(R)-fluoxetine enhances cognitive flexibility and hippocampal cell proliferation in mice

Abstract

Fluoxetine is a clinically successful antidepressant. It is a racemic mixture of (R) and (S) stereoisomers. In preclinical studies, chronic treatment with fluoxetine (10 mg/kg) had antidepressant effects correlated with increased hippocampal cell proliferation in adult rodents. However, the contribution of the enantiomers of fluoxetine is largely unknown. We investigated the effects of treatment with (R)- and (S)-fluoxetine on cognitive behavioral paradigms and examined cell proliferation in the hippocampus of C57BL/6J female mice.

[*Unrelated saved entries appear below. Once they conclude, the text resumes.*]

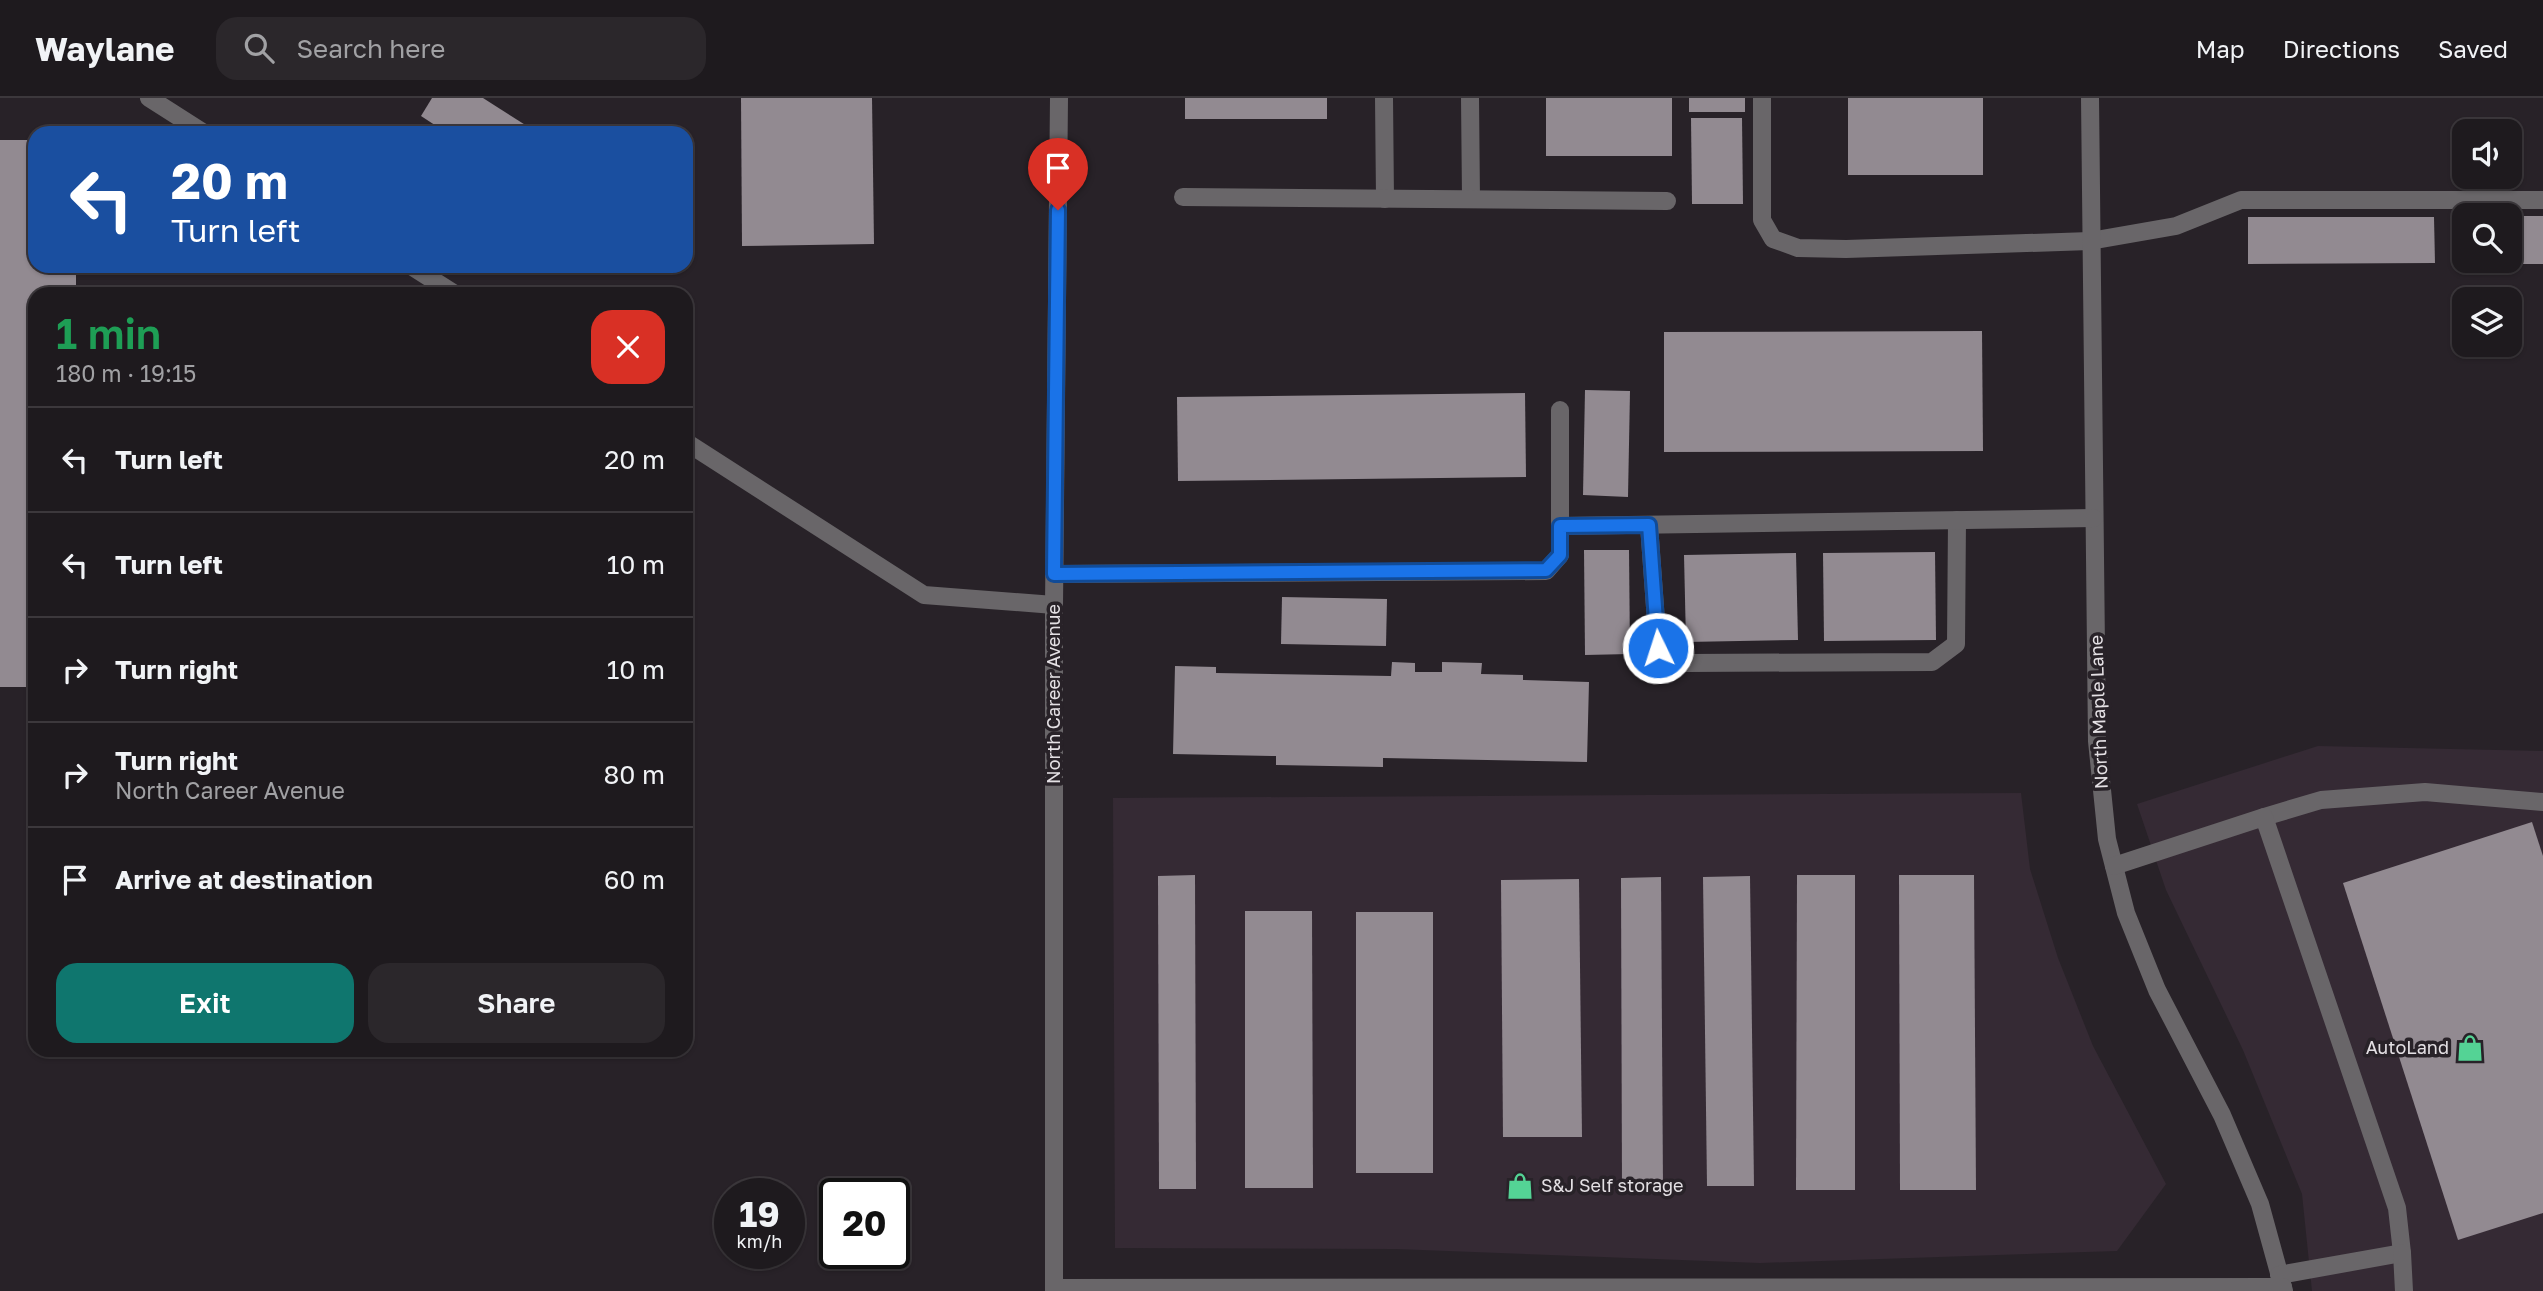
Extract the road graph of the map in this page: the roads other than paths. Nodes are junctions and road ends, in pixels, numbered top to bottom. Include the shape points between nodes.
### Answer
1 (149, 98) edge
2 (1059, 98) edge
3 (1384, 98) edge
4 (1470, 98) edge
5 (1762, 98) edge
6 (2090, 98) edge
7 (193, 126) edge
8 (1183, 197) dead end
9 (1385, 199) junction
10 (1471, 199) junction
11 (2543, 200) edge
12 (1667, 201) dead end
13 (2091, 241) junction
14 (422, 273) edge
15 (443, 287) edge
16 (1560, 410) dead end
17 (693, 446) edge
18 (2094, 518) junction
19 (1958, 520) junction
20 (1649, 525) junction
21 (1560, 526) junction
22 (1054, 574) junction
23 (1054, 605) junction
24 (2543, 802) edge
25 (2264, 817) junction
26 (2114, 866) junction
27 (2402, 1253) junction
28 (2282, 1284) edge
29 (1275, 1289) edge
30 (1390, 1289) edge
31 (1707, 1289) edge
32 (1054, 1290) edge
33 (2404, 1291) edge

1 - 7 street
2 - 22 street, North Career Avenue
3 - 9 street
4 - 10 street
5 - 13 street via 1762,220 1773,239 1798,248 1846,249
6 - 13 street, North Maple Lane
8 - 9 street
9 - 10 street
10 - 12 street
11 - 13 street via 2241,200 2176,226
13 - 18 street, North Maple Lane
14 - 15 street
16 - 21 street
17 - 23 street via 924,595
18 - 19 street
18 - 26 street, North Maple Lane via 2097,741 2106,839
19 - 20 street
19 - 20 street via 1956,643 1932,662 1686,663 1658,648
20 - 21 street
21 - 22 street via 1560,555 1546,570
22 - 23 street, North Career Avenue
23 - 32 street, North Career Avenue
24 - 25 street via 2425,792 2321,800
25 - 26 street
25 - 27 street via 2397,1208
26 - 28 street, North Maple Lane via 2126,913 2157,990 2222,1115 2260,1204
27 - 28 street
27 - 33 street
28 - 31 street
29 - 30 street
29 - 32 street
30 - 31 street

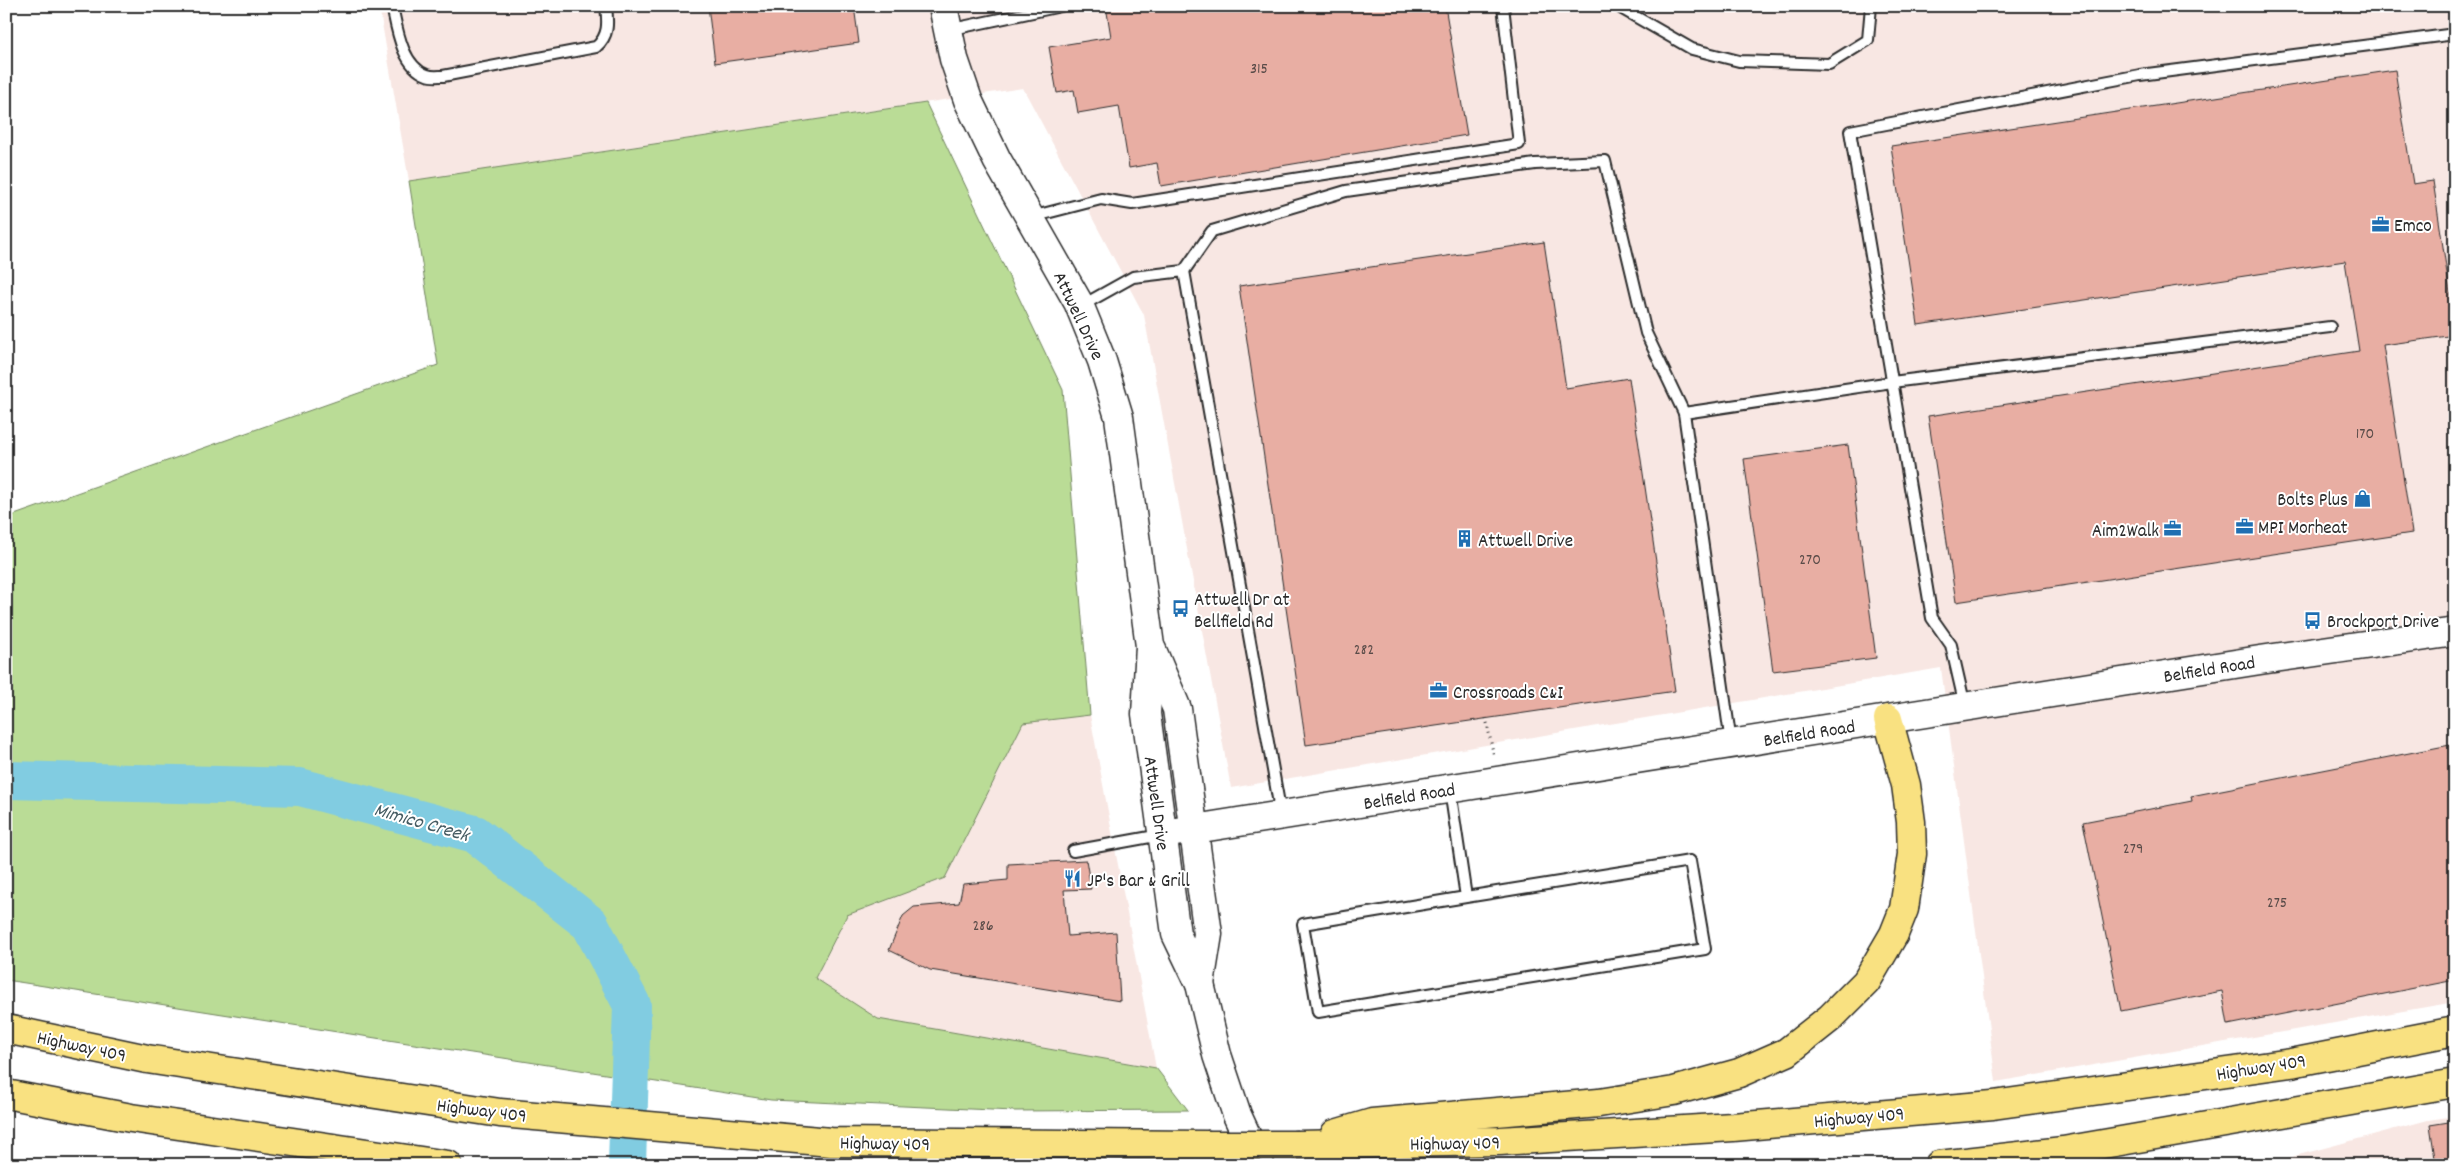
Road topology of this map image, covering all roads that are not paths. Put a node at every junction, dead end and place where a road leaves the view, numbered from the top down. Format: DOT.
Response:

In a behavioral sequencing task using the IntelliCage system in which discriminated spatial patterns of rewarded and never-rewarded corners were reversed serially, (R)-fluoxetine-treated mice showed rapid acquisition of behavioral sequencing (compared with S-fluoxetine) and cognitive flexibility in subsequent reversal stages in intra- and inter-session analysis. (R)-fluoxetine also increased cell proliferation in the hippocampus, in particular in the suprapyramidal blade of the dentate gyrus. (R)-fluoxetine had superior effects to (S)-fluoxetine in elevated plus maze, forced-swim and tail-suspension tests. These results suggest that (R)-fluoxetine, which has been reported to have a shorter half-life than (S)-fluoxetine, has superior antidepressant effects and more consistently improves spatial learning and memory. This profile offers advantages in depression treatment and may also aid management of the neurocognitive impairments associated with depression.